::: Extracted records :::

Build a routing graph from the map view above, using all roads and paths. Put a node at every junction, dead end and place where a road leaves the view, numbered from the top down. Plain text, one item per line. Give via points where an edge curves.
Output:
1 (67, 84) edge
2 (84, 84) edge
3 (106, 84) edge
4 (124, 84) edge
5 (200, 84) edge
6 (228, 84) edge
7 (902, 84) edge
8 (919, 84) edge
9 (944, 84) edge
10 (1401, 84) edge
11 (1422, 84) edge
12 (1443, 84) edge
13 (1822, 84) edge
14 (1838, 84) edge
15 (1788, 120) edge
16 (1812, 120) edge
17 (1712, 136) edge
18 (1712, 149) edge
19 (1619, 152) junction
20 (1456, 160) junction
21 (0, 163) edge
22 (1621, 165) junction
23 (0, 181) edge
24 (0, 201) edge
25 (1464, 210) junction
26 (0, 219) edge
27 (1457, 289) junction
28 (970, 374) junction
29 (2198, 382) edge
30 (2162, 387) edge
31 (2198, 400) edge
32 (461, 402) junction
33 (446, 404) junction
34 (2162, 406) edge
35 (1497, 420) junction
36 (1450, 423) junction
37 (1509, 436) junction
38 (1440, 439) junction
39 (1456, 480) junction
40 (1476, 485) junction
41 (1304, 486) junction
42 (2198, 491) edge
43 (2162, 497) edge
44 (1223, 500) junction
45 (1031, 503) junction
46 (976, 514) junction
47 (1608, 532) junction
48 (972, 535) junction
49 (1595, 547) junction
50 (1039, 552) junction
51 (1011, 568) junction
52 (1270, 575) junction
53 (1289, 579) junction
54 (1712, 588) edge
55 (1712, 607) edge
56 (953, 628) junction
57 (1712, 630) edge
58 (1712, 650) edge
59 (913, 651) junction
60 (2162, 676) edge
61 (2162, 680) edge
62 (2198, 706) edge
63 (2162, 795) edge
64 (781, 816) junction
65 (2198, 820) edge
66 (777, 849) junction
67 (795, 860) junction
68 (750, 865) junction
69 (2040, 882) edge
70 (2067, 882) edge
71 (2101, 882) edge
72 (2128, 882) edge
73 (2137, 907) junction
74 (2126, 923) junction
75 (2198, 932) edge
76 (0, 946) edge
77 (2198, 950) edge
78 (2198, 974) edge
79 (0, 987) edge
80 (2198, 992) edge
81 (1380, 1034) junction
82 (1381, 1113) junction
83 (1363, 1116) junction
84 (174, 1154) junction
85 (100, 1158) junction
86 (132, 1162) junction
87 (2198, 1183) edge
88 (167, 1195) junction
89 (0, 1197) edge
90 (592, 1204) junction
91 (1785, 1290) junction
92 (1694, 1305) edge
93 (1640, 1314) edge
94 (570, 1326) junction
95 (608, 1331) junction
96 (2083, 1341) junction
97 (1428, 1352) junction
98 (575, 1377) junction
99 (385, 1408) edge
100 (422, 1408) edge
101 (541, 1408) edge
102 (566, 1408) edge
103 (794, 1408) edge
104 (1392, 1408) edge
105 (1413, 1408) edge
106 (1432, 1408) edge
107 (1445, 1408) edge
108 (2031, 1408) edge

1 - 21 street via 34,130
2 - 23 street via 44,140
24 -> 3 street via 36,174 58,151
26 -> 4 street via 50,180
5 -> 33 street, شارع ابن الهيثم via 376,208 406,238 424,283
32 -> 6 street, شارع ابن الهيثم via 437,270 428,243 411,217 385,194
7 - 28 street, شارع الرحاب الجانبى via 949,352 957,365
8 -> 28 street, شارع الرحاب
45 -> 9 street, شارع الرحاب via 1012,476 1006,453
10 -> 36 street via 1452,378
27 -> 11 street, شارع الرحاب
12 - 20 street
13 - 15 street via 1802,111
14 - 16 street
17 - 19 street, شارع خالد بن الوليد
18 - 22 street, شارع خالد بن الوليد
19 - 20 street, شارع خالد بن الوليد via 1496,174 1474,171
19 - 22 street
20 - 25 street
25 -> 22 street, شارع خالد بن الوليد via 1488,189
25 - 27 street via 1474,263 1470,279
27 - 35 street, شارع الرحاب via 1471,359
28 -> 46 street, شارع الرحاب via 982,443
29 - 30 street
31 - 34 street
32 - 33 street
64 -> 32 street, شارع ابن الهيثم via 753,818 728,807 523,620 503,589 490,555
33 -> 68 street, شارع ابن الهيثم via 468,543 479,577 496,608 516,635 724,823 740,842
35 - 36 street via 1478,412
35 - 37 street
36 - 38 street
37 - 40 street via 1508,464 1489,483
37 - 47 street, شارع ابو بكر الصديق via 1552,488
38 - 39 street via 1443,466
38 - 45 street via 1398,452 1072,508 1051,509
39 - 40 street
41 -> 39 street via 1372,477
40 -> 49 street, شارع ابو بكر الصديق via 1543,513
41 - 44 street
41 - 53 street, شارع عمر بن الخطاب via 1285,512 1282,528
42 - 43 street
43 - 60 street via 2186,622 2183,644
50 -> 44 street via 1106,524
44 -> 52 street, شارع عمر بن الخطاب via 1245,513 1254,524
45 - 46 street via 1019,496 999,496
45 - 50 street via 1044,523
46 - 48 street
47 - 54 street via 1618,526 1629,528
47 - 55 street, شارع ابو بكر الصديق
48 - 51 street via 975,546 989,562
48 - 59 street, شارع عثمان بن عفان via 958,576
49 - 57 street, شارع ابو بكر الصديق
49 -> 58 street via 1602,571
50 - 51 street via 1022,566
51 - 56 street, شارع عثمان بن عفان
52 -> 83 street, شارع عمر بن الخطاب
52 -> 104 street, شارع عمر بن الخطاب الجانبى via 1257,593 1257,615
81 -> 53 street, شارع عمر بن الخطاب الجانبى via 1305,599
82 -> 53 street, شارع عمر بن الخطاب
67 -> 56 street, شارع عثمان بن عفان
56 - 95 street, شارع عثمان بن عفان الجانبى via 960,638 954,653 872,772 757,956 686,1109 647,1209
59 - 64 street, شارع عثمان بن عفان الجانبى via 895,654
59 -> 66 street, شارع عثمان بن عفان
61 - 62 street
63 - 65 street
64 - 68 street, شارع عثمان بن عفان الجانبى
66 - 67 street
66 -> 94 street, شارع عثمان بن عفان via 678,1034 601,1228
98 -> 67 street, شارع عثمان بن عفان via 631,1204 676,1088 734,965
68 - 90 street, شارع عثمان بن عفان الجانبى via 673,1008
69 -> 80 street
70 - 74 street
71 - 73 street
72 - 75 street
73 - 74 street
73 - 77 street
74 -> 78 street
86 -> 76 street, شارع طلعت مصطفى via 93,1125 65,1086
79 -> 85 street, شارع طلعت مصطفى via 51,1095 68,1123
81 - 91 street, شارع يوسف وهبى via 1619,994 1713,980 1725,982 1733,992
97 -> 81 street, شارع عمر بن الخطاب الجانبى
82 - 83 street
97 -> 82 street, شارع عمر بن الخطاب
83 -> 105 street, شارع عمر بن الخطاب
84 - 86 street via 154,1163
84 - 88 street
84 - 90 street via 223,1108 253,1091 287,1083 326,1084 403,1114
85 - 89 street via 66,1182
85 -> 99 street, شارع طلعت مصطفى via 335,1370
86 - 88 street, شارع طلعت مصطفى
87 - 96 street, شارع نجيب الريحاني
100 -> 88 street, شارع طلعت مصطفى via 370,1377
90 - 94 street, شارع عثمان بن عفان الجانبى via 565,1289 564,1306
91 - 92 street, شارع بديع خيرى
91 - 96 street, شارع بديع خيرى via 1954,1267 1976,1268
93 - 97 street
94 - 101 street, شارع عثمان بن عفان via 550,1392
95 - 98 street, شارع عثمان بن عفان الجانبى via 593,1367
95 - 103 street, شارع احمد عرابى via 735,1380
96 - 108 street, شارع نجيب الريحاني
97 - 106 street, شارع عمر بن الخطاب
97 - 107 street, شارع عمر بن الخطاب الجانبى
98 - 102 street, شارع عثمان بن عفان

:::

**What you need to do:**
Nothing in the data may be left out; copy every line exactly.

**Response for this exercise:**
Build a routing graph from the map view above, using all roads and paths. Put a node at every junction, dead end and place where a road leaves the view, numbered from the top down. Plain text, one item per line. Give via points where an edge curves.
Output:
1 (67, 84) edge
2 (84, 84) edge
3 (106, 84) edge
4 (124, 84) edge
5 (200, 84) edge
6 (228, 84) edge
7 (902, 84) edge
8 (919, 84) edge
9 (944, 84) edge
10 (1401, 84) edge
11 (1422, 84) edge
12 (1443, 84) edge
13 (1822, 84) edge
14 (1838, 84) edge
15 (1788, 120) edge
16 (1812, 120) edge
17 (1712, 136) edge
18 (1712, 149) edge
19 (1619, 152) junction
20 (1456, 160) junction
21 (0, 163) edge
22 (1621, 165) junction
23 (0, 181) edge
24 (0, 201) edge
25 (1464, 210) junction
26 (0, 219) edge
27 (1457, 289) junction
28 (970, 374) junction
29 (2198, 382) edge
30 (2162, 387) edge
31 (2198, 400) edge
32 (461, 402) junction
33 (446, 404) junction
34 (2162, 406) edge
35 (1497, 420) junction
36 (1450, 423) junction
37 (1509, 436) junction
38 (1440, 439) junction
39 (1456, 480) junction
40 (1476, 485) junction
41 (1304, 486) junction
42 (2198, 491) edge
43 (2162, 497) edge
44 (1223, 500) junction
45 (1031, 503) junction
46 (976, 514) junction
47 (1608, 532) junction
48 (972, 535) junction
49 (1595, 547) junction
50 (1039, 552) junction
51 (1011, 568) junction
52 (1270, 575) junction
53 (1289, 579) junction
54 (1712, 588) edge
55 (1712, 607) edge
56 (953, 628) junction
57 (1712, 630) edge
58 (1712, 650) edge
59 (913, 651) junction
60 (2162, 676) edge
61 (2162, 680) edge
62 (2198, 706) edge
63 (2162, 795) edge
64 (781, 816) junction
65 (2198, 820) edge
66 (777, 849) junction
67 (795, 860) junction
68 (750, 865) junction
69 (2040, 882) edge
70 (2067, 882) edge
71 (2101, 882) edge
72 (2128, 882) edge
73 (2137, 907) junction
74 (2126, 923) junction
75 (2198, 932) edge
76 (0, 946) edge
77 (2198, 950) edge
78 (2198, 974) edge
79 (0, 987) edge
80 (2198, 992) edge
81 (1380, 1034) junction
82 (1381, 1113) junction
83 (1363, 1116) junction
84 (174, 1154) junction
85 (100, 1158) junction
86 (132, 1162) junction
87 (2198, 1183) edge
88 (167, 1195) junction
89 (0, 1197) edge
90 (592, 1204) junction
91 (1785, 1290) junction
92 (1694, 1305) edge
93 (1640, 1314) edge
94 (570, 1326) junction
95 (608, 1331) junction
96 (2083, 1341) junction
97 (1428, 1352) junction
98 (575, 1377) junction
99 (385, 1408) edge
100 (422, 1408) edge
101 (541, 1408) edge
102 (566, 1408) edge
103 (794, 1408) edge
104 (1392, 1408) edge
105 (1413, 1408) edge
106 (1432, 1408) edge
107 (1445, 1408) edge
108 (2031, 1408) edge

1 - 21 street via 34,130
2 - 23 street via 44,140
24 -> 3 street via 36,174 58,151
26 -> 4 street via 50,180
5 -> 33 street, شارع ابن الهيثم via 376,208 406,238 424,283
32 -> 6 street, شارع ابن الهيثم via 437,270 428,243 411,217 385,194
7 - 28 street, شارع الرحاب الجانبى via 949,352 957,365
8 -> 28 street, شارع الرحاب
45 -> 9 street, شارع الرحاب via 1012,476 1006,453
10 -> 36 street via 1452,378
27 -> 11 street, شارع الرحاب
12 - 20 street
13 - 15 street via 1802,111
14 - 16 street
17 - 19 street, شارع خالد بن الوليد
18 - 22 street, شارع خالد بن الوليد
19 - 20 street, شارع خالد بن الوليد via 1496,174 1474,171
19 - 22 street
20 - 25 street
25 -> 22 street, شارع خالد بن الوليد via 1488,189
25 - 27 street via 1474,263 1470,279
27 - 35 street, شارع الرحاب via 1471,359
28 -> 46 street, شارع الرحاب via 982,443
29 - 30 street
31 - 34 street
32 - 33 street
64 -> 32 street, شارع ابن الهيثم via 753,818 728,807 523,620 503,589 490,555
33 -> 68 street, شارع ابن الهيثم via 468,543 479,577 496,608 516,635 724,823 740,842
35 - 36 street via 1478,412
35 - 37 street
36 - 38 street
37 - 40 street via 1508,464 1489,483
37 - 47 street, شارع ابو بكر الصديق via 1552,488
38 - 39 street via 1443,466
38 - 45 street via 1398,452 1072,508 1051,509
39 - 40 street
41 -> 39 street via 1372,477
40 -> 49 street, شارع ابو بكر الصديق via 1543,513
41 - 44 street
41 - 53 street, شارع عمر بن الخطاب via 1285,512 1282,528
42 - 43 street
43 - 60 street via 2186,622 2183,644
50 -> 44 street via 1106,524
44 -> 52 street, شارع عمر بن الخطاب via 1245,513 1254,524
45 - 46 street via 1019,496 999,496
45 - 50 street via 1044,523
46 - 48 street
47 - 54 street via 1618,526 1629,528
47 - 55 street, شارع ابو بكر الصديق
48 - 51 street via 975,546 989,562
48 - 59 street, شارع عثمان بن عفان via 958,576
49 - 57 street, شارع ابو بكر الصديق
49 -> 58 street via 1602,571
50 - 51 street via 1022,566
51 - 56 street, شارع عثمان بن عفان
52 -> 83 street, شارع عمر بن الخطاب
52 -> 104 street, شارع عمر بن الخطاب الجانبى via 1257,593 1257,615
81 -> 53 street, شارع عمر بن الخطاب الجانبى via 1305,599
82 -> 53 street, شارع عمر بن الخطاب
67 -> 56 street, شارع عثمان بن عفان
56 - 95 street, شارع عثمان بن عفان الجانبى via 960,638 954,653 872,772 757,956 686,1109 647,1209
59 - 64 street, شارع عثمان بن عفان الجانبى via 895,654
59 -> 66 street, شارع عثمان بن عفان
61 - 62 street
63 - 65 street
64 - 68 street, شارع عثمان بن عفان الجانبى
66 - 67 street
66 -> 94 street, شارع عثمان بن عفان via 678,1034 601,1228
98 -> 67 street, شارع عثمان بن عفان via 631,1204 676,1088 734,965
68 - 90 street, شارع عثمان بن عفان الجانبى via 673,1008
69 -> 80 street
70 - 74 street
71 - 73 street
72 - 75 street
73 - 74 street
73 - 77 street
74 -> 78 street
86 -> 76 street, شارع طلعت مصطفى via 93,1125 65,1086
79 -> 85 street, شارع طلعت مصطفى via 51,1095 68,1123
81 - 91 street, شارع يوسف وهبى via 1619,994 1713,980 1725,982 1733,992
97 -> 81 street, شارع عمر بن الخطاب الجانبى
82 - 83 street
97 -> 82 street, شارع عمر بن الخطاب
83 -> 105 street, شارع عمر بن الخطاب
84 - 86 street via 154,1163
84 - 88 street
84 - 90 street via 223,1108 253,1091 287,1083 326,1084 403,1114
85 - 89 street via 66,1182
85 -> 99 street, شارع طلعت مصطفى via 335,1370
86 - 88 street, شارع طلعت مصطفى
87 - 96 street, شارع نجيب الريحاني
100 -> 88 street, شارع طلعت مصطفى via 370,1377
90 - 94 street, شارع عثمان بن عفان الجانبى via 565,1289 564,1306
91 - 92 street, شارع بديع خيرى
91 - 96 street, شارع بديع خيرى via 1954,1267 1976,1268
93 - 97 street
94 - 101 street, شارع عثمان بن عفان via 550,1392
95 - 98 street, شارع عثمان بن عفان الجانبى via 593,1367
95 - 103 street, شارع احمد عرابى via 735,1380
96 - 108 street, شارع نجيب الريحاني
97 - 106 street, شارع عمر بن الخطاب
97 - 107 street, شارع عمر بن الخطاب الجانبى
98 - 102 street, شارع عثمان بن عفان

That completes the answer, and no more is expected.